Después de que el psicólogo se diese cuenta de dónde estaba el problema, le dio muchas recomendaciones para su vida diaria, para que pudiera corregir sus adicciones y volver a llevar una vida normal de familia. En cuanto al daño recibido por sus padres, mediante sesiones de psicoanálisis concluyó que, para recobrar el control adecuado de sus emociones, debía perdonar a sus padres. Aquello le ayudaría a cerrar un capítulo de su vida que le impedía solucionar sus problemas de alteraciones de conducta.

Daba la impresión de que todo iba bien. Sus adiciones cesaron. En su comportamiento con su familia, al menos dejó de hacerles daño. Lo de entender las emociones de los demás e incluso las suyas mismas fue algo más lento, casi inexistente. Pero tanto su jefe como su esposa e hijos estaban algo satisfechos, al menos ya no era tan cruel.

Desde luego fue útil perdonar, pero no le dijo a nadie lo que sentía. Se dio cuenta de que jamás sería feliz, jamás llegaría a entender las emociones, estaba castrado emocionalmente y sabía que jamás podría llenar ese vacío tan enorme que le hacía desear morir.

No tenía amigos y ya ni siquiera pseudoamigos de modo que a menudo paseaba solo, bueno, con su tristeza. Sentado en un banco, un señor mayor se sentó a su lado. Y este le pidió por favor que le leyera una carta que llevaba consigo.

– Perdona joven, la he escrito yo, pero necesito saber si está bien escrita– le dijo el anciano.

– ¿No tiene ningún hijo que se la lea? –Preguntó Mario

– La carta va dirigida a ellos y a mi esposa.

– ¿Por qué les escribe una carta, no vive con ellos?

– Sí, pero ya me quedan pocos días de vida y tengo que decirles algo importante.

Él pensó en leerla de una vez y así se marcharía dejándolo en paz.

Leyó así: “Queridos hijos, me quedan ya pocos días para despedirme. Pero no puedo irme sin pediros a vuestra madre y a vosotros perdón por todo lo que os he hecho sufrir. Sé que os he contado todo el daño que me hicieron mis padres y que eso no es excusa para haberos tratado mal y que el perdonarlos me ayudó a superar algunas cosas. Pero tarde he descubierto que el vacío que he arrastrado toda una vida no se iba a llenar jamás perdonando sino pidiendo perdón.

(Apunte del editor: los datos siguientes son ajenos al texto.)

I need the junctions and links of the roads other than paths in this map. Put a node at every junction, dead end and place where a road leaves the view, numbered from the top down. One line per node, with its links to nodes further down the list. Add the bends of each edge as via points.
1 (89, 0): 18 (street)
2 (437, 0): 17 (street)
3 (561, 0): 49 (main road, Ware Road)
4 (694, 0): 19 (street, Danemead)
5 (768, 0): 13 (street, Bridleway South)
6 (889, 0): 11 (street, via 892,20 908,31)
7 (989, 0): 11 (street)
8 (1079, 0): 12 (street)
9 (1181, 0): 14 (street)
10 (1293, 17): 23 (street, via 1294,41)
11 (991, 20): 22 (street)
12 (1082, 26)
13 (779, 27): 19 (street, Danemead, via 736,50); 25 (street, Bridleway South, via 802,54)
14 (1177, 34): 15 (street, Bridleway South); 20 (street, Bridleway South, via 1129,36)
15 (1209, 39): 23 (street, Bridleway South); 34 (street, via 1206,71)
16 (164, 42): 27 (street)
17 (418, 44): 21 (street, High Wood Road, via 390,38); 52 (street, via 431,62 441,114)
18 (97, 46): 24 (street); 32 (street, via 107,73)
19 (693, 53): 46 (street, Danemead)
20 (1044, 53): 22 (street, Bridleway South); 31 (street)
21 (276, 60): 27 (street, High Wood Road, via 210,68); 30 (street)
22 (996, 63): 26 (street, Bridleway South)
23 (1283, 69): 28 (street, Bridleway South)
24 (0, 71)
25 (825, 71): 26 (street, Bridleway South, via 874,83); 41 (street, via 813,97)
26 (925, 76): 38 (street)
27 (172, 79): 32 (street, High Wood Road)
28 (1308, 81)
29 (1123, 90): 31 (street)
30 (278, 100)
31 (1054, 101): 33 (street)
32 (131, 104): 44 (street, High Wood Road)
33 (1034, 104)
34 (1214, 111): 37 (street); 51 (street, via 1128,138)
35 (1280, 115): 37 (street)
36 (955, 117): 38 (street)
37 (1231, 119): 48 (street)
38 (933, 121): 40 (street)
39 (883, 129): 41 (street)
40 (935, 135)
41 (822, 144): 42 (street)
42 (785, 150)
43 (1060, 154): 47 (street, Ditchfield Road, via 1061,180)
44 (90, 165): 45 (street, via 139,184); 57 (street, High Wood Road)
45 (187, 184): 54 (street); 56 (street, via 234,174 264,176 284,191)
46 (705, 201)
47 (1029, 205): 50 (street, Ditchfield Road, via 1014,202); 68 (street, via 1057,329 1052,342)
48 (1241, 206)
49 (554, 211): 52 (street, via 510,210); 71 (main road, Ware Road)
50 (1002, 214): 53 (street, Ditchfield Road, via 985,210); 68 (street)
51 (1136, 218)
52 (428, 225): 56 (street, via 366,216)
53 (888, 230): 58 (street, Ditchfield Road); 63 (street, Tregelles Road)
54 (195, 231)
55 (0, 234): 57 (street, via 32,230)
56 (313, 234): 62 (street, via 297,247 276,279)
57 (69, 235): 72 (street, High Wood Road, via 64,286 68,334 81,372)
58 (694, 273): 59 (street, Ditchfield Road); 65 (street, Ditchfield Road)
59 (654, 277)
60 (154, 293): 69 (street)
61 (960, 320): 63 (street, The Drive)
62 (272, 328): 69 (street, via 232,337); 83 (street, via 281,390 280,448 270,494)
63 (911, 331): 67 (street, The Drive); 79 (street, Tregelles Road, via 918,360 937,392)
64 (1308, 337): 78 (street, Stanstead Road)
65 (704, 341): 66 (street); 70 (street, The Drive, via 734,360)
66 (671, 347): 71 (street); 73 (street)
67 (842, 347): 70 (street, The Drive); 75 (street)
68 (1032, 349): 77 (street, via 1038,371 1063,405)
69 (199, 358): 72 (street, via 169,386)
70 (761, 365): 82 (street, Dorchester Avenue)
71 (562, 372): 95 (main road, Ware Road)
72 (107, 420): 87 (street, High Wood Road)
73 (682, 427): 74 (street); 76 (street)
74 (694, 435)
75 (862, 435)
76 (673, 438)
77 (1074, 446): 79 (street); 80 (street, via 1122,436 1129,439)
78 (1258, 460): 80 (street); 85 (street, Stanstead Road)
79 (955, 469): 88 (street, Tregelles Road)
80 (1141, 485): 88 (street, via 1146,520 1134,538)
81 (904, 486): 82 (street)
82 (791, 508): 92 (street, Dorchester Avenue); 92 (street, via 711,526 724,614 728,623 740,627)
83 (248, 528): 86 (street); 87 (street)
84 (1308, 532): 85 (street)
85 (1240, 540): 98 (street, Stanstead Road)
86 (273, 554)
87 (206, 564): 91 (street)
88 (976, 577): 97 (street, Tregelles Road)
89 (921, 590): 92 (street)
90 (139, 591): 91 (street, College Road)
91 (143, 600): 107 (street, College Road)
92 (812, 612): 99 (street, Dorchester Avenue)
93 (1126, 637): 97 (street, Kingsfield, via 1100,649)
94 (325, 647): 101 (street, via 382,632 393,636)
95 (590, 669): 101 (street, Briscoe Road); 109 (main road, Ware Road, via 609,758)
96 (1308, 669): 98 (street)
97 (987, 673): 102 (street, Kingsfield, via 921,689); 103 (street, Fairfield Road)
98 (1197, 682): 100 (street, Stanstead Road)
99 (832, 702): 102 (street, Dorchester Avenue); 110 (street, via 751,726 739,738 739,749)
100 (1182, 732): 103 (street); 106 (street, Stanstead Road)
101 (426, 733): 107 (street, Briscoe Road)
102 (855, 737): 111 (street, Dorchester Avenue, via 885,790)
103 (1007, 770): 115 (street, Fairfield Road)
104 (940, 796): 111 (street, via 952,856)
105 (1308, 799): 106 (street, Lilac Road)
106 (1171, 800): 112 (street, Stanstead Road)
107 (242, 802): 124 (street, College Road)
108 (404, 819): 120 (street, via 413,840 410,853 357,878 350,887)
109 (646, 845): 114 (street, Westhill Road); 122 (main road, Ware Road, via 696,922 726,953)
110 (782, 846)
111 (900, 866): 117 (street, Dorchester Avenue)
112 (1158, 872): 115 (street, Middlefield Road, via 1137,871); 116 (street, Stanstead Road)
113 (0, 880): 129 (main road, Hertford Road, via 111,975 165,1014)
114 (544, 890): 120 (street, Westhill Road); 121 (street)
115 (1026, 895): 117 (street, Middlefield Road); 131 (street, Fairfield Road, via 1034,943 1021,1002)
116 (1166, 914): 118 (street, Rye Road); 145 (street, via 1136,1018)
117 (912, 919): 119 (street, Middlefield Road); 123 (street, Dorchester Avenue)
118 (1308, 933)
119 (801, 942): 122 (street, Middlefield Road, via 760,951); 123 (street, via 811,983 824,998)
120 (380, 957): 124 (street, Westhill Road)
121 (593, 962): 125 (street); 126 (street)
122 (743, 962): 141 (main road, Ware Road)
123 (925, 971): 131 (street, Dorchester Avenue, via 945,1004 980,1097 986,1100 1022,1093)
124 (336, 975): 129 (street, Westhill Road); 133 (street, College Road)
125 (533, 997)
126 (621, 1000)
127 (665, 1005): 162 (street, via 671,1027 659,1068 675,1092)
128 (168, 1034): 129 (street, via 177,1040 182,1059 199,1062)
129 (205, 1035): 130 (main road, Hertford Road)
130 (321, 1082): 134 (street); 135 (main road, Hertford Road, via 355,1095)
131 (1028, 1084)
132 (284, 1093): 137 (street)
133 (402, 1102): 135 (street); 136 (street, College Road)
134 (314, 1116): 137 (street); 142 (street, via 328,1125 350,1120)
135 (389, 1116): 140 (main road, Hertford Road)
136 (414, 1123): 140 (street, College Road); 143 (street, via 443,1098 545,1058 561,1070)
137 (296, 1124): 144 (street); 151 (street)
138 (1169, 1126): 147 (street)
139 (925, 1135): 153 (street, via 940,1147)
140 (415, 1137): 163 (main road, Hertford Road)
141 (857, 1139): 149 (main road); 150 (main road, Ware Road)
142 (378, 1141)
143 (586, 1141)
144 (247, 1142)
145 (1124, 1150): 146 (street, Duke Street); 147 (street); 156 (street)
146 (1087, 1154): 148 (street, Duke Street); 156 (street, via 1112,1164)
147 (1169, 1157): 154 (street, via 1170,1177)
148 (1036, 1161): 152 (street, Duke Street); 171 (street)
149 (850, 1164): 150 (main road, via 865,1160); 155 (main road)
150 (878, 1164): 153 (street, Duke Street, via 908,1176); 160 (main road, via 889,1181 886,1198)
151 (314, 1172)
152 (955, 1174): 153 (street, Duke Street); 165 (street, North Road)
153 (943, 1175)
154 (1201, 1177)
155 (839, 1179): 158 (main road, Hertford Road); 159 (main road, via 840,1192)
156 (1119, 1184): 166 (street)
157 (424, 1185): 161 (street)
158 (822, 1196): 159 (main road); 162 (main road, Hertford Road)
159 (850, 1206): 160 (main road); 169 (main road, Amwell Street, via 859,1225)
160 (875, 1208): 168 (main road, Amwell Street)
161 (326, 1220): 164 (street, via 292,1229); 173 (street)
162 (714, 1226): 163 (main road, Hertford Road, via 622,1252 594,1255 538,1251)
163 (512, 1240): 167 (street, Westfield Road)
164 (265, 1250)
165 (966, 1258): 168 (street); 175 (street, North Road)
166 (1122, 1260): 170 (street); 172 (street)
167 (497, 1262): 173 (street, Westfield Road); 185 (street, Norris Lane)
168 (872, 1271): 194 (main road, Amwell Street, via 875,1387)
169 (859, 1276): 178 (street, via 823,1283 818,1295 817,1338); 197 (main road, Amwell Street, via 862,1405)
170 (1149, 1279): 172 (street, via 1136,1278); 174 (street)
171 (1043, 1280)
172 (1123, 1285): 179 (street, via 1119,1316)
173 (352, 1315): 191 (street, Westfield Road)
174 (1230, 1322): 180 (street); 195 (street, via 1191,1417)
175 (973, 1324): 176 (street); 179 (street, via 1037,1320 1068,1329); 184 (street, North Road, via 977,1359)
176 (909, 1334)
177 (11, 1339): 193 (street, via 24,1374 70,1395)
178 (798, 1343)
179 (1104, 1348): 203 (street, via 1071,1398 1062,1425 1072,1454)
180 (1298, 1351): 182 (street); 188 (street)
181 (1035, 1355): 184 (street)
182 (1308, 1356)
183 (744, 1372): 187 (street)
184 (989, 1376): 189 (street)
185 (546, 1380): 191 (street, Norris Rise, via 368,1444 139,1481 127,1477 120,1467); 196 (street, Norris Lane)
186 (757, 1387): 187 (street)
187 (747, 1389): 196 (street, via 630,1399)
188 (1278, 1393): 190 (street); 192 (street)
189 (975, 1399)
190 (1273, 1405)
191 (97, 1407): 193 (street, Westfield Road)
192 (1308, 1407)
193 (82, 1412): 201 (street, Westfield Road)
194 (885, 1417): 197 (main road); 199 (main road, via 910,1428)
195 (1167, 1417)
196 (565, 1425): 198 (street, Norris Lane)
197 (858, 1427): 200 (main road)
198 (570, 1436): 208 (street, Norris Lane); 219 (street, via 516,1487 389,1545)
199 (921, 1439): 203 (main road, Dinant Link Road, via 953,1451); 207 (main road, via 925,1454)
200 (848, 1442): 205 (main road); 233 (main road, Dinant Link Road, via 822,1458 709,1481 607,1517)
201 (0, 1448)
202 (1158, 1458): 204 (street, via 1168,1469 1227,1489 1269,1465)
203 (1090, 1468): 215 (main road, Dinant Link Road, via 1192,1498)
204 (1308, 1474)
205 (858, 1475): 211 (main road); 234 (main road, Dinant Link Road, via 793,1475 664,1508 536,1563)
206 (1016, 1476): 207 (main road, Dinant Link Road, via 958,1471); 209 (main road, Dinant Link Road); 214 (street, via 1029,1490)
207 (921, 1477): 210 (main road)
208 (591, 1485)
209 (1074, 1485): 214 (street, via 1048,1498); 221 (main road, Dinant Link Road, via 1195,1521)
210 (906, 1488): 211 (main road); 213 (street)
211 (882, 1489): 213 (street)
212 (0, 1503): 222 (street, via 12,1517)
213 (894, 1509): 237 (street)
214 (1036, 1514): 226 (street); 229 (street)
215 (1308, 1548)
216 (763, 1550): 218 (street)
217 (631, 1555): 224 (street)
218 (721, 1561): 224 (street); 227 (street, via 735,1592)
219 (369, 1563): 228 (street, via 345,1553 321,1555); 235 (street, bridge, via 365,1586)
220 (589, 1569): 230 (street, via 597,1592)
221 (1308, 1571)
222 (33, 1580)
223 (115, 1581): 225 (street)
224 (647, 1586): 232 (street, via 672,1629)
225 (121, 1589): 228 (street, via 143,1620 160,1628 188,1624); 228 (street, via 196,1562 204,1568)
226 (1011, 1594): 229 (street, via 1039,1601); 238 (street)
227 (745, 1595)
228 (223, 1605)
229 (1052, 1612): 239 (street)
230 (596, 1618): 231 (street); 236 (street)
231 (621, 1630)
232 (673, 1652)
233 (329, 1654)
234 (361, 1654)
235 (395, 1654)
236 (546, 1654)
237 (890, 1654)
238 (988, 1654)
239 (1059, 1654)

Por eso mi mayor deseo es irme en paz habiendo pedido perdón por todo el daño que os he hecho sufrir. Porque si no os pido perdón, jamás podre perdonarme a mí mismo”.

Mario terminó de leer. Se quedó inmóvil sin decir nada, como si su cerebro se estuviera reiniciando. Aquel hombre en pocas palabras le enseñó más de lo que jamás alguien le habían enseñado sobre emociones.

Se habla mucho de perdonar, pero poco de pedir perdón. Pedir perdón conlleva el reconocimiento por el posible daño causado, reconocimiento de habernos equivocado, que no somos tan perfectos como pudiéramos creernos. El miedo es lo que lo impide a menudo, miedo a mostrarnos débiles. Necesitamos creer que lo hicimos todo bien y que los que se equivocaron fueron los demás y eso creemos que nos ayuda a vivir. Estamos todavía más equivocados si cabe, porque lo que nos hace más fuertes es reconocer nuestros errores delante de los demás hasta el punto de pedir perdón. Además, suele pasar con los que más amamos, creemos que pedir perdón a nuestra pareja va hacer que nos valore menos o pedir perdón a los hijos va hacer que perdamos cierta autoridad y que ya no nos valoren. Pero ese pedir perdón lejos de hacernos débiles nos da una fortaleza desconocida, hace que los que nos aman lo hagan aún más y nos respeten más si cabe. Y sobre todo nos ayuda a perdonarnos a nosotros mismos.

Mario descubrió algo nuevo dentro de sí en el momento que pidió perdón a su familia. La paz que necesitaba para vivir, para deshacerse de los miedos que le inculcaron y a aprender todo sobre las emociones.

La historia de Mario no es única, bien pudiera ser la de muchos.